(Beginning of RECORDS)

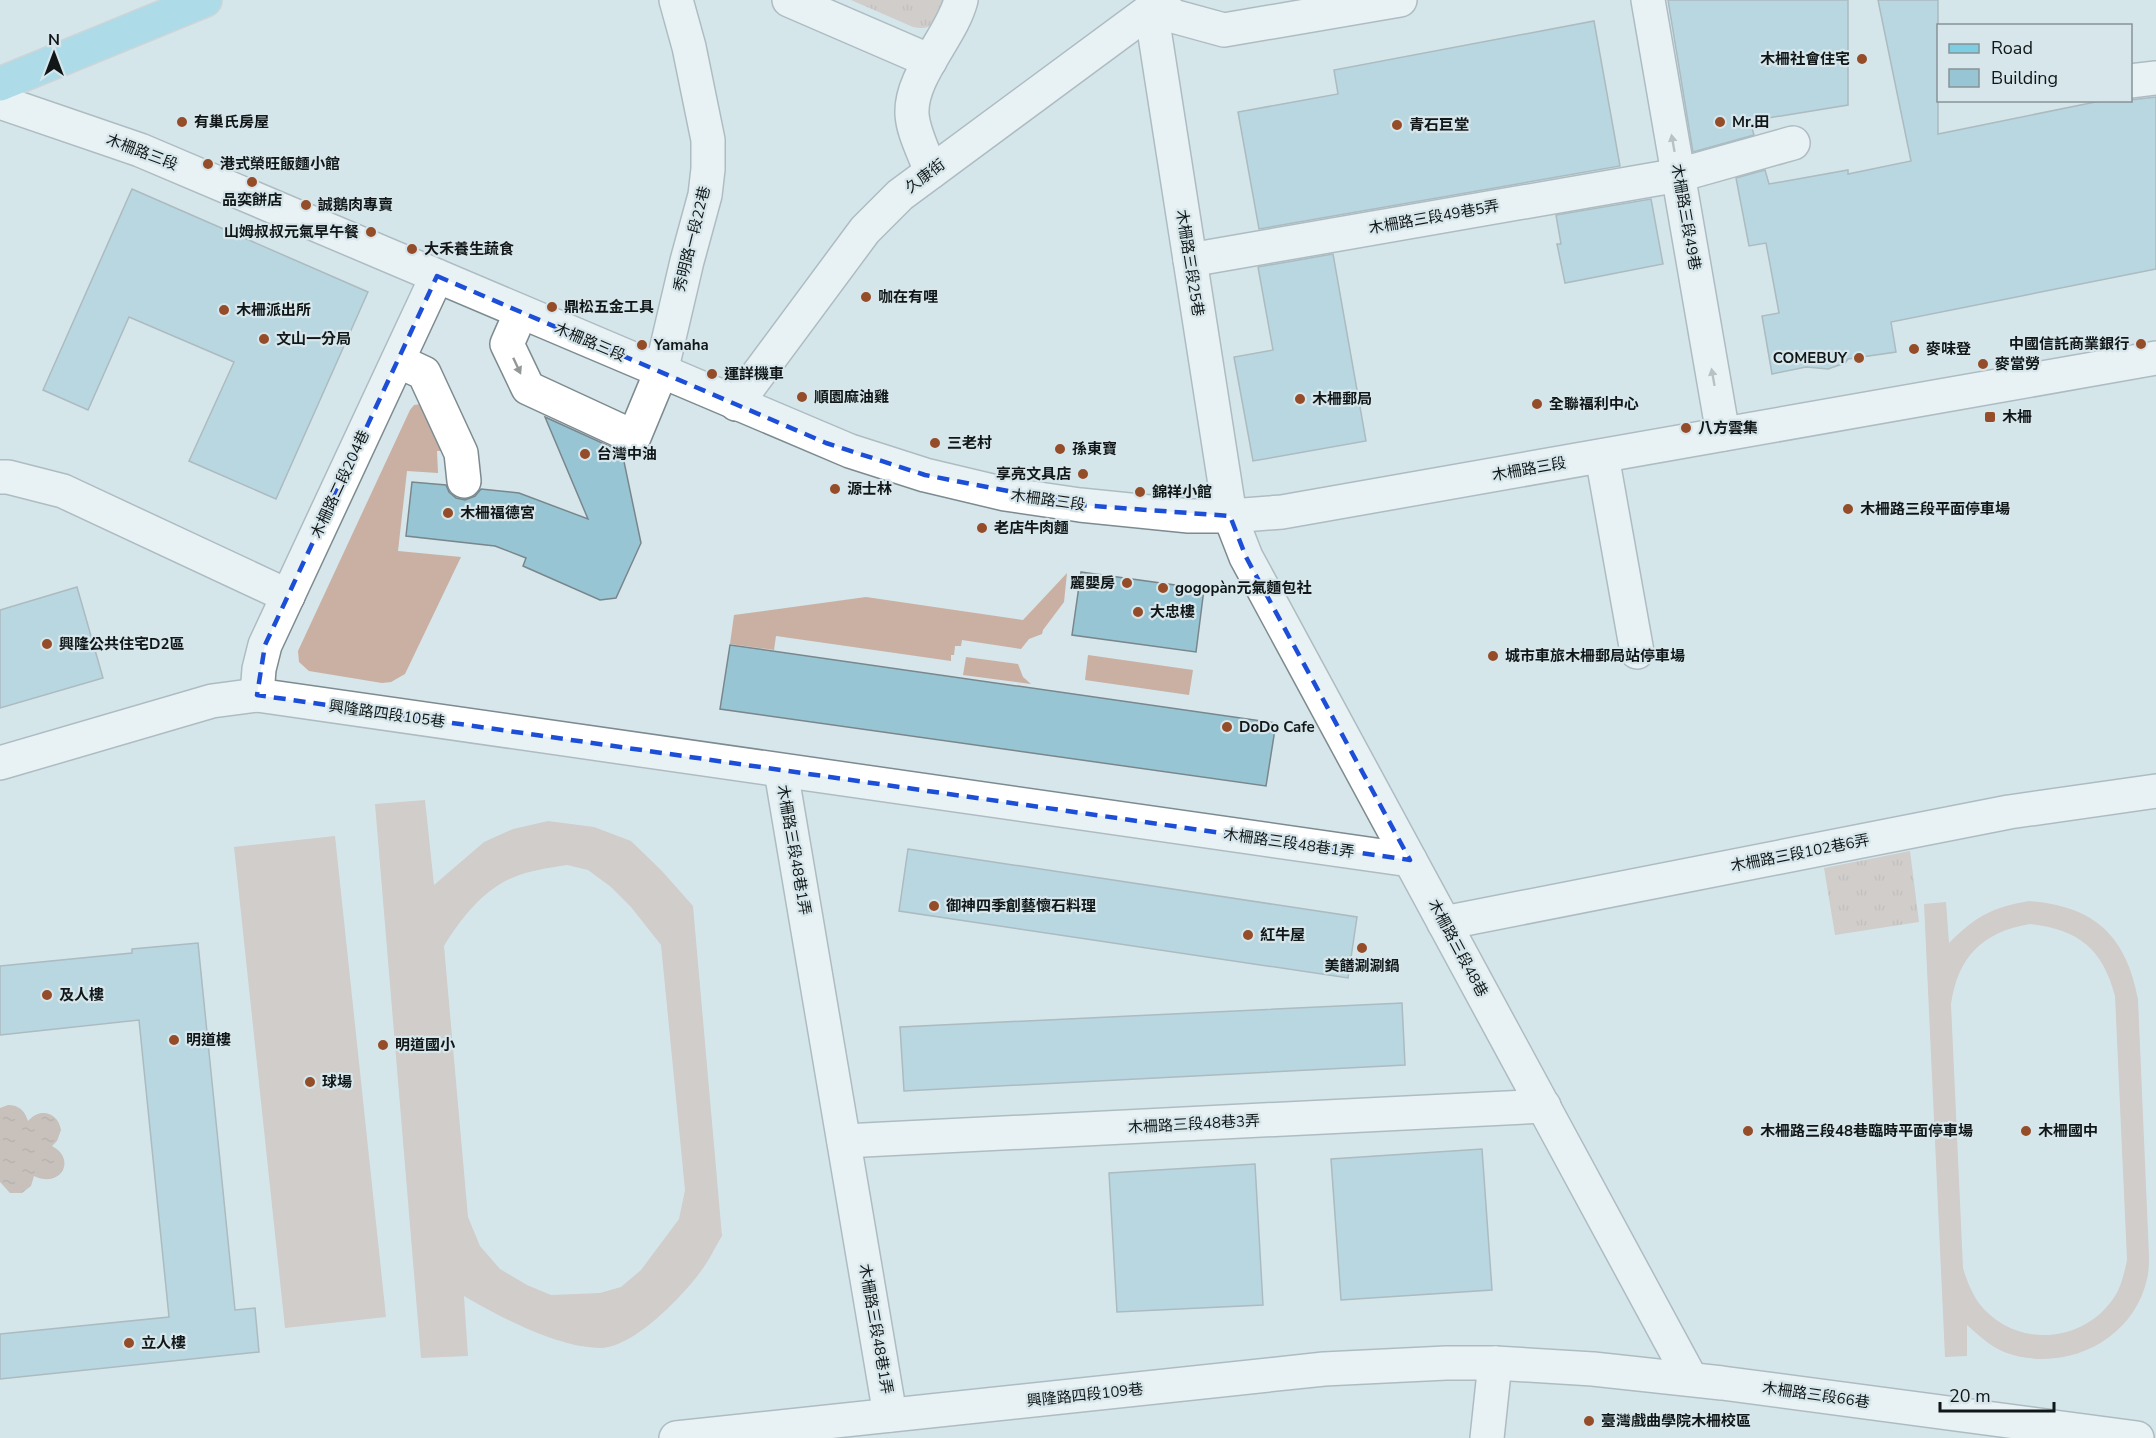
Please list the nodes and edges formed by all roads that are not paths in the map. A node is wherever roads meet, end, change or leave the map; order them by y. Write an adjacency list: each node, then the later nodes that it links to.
1 (205, 0): 11 (main road)
2 (676, 0): 21 (street, 秀明路一段22巷)
3 (789, 0): 8 (street)
4 (962, 0): 8 (street)
5 (1400, 0): 7 (street)
6 (1648, 0): 15 (street, 木柵路三段49巷, one-way to 6)
7 (1158, 5): 14 (street, 久康街); 16 (street, 木柵路三段25巷)
8 (930, 62): 14 (street)
9 (2156, 78): 10 (street)
10 (2132, 81)
11 (0, 84)
12 (0, 102): 17 (street, 木柵路三段)
13 (1793, 143): 15 (street, 木柵路三段49巷5弄)
14 (931, 172): 22 (street, 久康街)
15 (1678, 175): 16 (street, 木柵路三段49巷5弄); 23 (street, 木柵路三段49巷, one-way to 15)
16 (1190, 260): 27 (street, 木柵路三段25巷)
17 (437, 276): 18 (street, 木柵路三段); 20 (street, 木柵路二段204巷)
18 (521, 312): 21 (street, 木柵路三段); 21 (street, 秀明路一段22巷, one-way to 21)
19 (2156, 358): 23 (street, 木柵路三段)
20 (398, 361): 26 (street); 28 (street, 木柵路二段204巷)
21 (661, 372): 22 (street, 木柵路三段)
22 (736, 404): 27 (street, 木柵路三段)
23 (1723, 434): 24 (street, 木柵路三段)
24 (1602, 456): 27 (street, 木柵路三段); 29 (street)
25 (0, 477): 28 (street)
26 (464, 481)
27 (1230, 516): 34 (street, 木柵路三段48巷)
28 (288, 596): 30 (street, 木柵路二段204巷)
29 (1637, 652)
30 (256, 695): 31 (street, 興隆路四段105巷); 32 (street, 興隆路四段105巷)
31 (0, 763)
32 (781, 771): 34 (street, 木柵路三段48巷1弄); 37 (street, 木柵路三段48巷1弄)
33 (2156, 791): 35 (street, 木柵路三段102巷6弄)
34 (1410, 860): 35 (street, 木柵路三段48巷)
35 (1444, 922): 36 (street, 木柵路三段48巷)
36 (1544, 1106): 37 (street, 木柵路三段48巷3弄); 39 (street, 木柵路三段48巷)
37 (844, 1141): 40 (street, 木柵路三段48巷1弄)
38 (1495, 1363): 39 (street, 木柵路三段66巷); 40 (street, 興隆路四段109巷); 42 (street)
39 (1691, 1379): 43 (street, 木柵路三段66巷)
40 (890, 1415): 41 (street, 興隆路四段109巷)
41 (676, 1438)
42 (1487, 1438)
43 (2137, 1438)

(End of RECORDS)

(TASK REQUIREMENTS):
Could the entries above be restated word for word, with the pictures left out?

(RESPONSE TO THIS TASK):
Please list the nodes and edges formed by all roads that are not paths in the map. A node is wherever roads meet, end, change or leave the map; order them by y. Write an adjacency list: each node, then the later nodes that it links to.
1 (205, 0): 11 (main road)
2 (676, 0): 21 (street, 秀明路一段22巷)
3 (789, 0): 8 (street)
4 (962, 0): 8 (street)
5 (1400, 0): 7 (street)
6 (1648, 0): 15 (street, 木柵路三段49巷, one-way to 6)
7 (1158, 5): 14 (street, 久康街); 16 (street, 木柵路三段25巷)
8 (930, 62): 14 (street)
9 (2156, 78): 10 (street)
10 (2132, 81)
11 (0, 84)
12 (0, 102): 17 (street, 木柵路三段)
13 (1793, 143): 15 (street, 木柵路三段49巷5弄)
14 (931, 172): 22 (street, 久康街)
15 (1678, 175): 16 (street, 木柵路三段49巷5弄); 23 (street, 木柵路三段49巷, one-way to 15)
16 (1190, 260): 27 (street, 木柵路三段25巷)
17 (437, 276): 18 (street, 木柵路三段); 20 (street, 木柵路二段204巷)
18 (521, 312): 21 (street, 木柵路三段); 21 (street, 秀明路一段22巷, one-way to 21)
19 (2156, 358): 23 (street, 木柵路三段)
20 (398, 361): 26 (street); 28 (street, 木柵路二段204巷)
21 (661, 372): 22 (street, 木柵路三段)
22 (736, 404): 27 (street, 木柵路三段)
23 (1723, 434): 24 (street, 木柵路三段)
24 (1602, 456): 27 (street, 木柵路三段); 29 (street)
25 (0, 477): 28 (street)
26 (464, 481)
27 (1230, 516): 34 (street, 木柵路三段48巷)
28 (288, 596): 30 (street, 木柵路二段204巷)
29 (1637, 652)
30 (256, 695): 31 (street, 興隆路四段105巷); 32 (street, 興隆路四段105巷)
31 (0, 763)
32 (781, 771): 34 (street, 木柵路三段48巷1弄); 37 (street, 木柵路三段48巷1弄)
33 (2156, 791): 35 (street, 木柵路三段102巷6弄)
34 (1410, 860): 35 (street, 木柵路三段48巷)
35 (1444, 922): 36 (street, 木柵路三段48巷)
36 (1544, 1106): 37 (street, 木柵路三段48巷3弄); 39 (street, 木柵路三段48巷)
37 (844, 1141): 40 (street, 木柵路三段48巷1弄)
38 (1495, 1363): 39 (street, 木柵路三段66巷); 40 (street, 興隆路四段109巷); 42 (street)
39 (1691, 1379): 43 (street, 木柵路三段66巷)
40 (890, 1415): 41 (street, 興隆路四段109巷)
41 (676, 1438)
42 (1487, 1438)
43 (2137, 1438)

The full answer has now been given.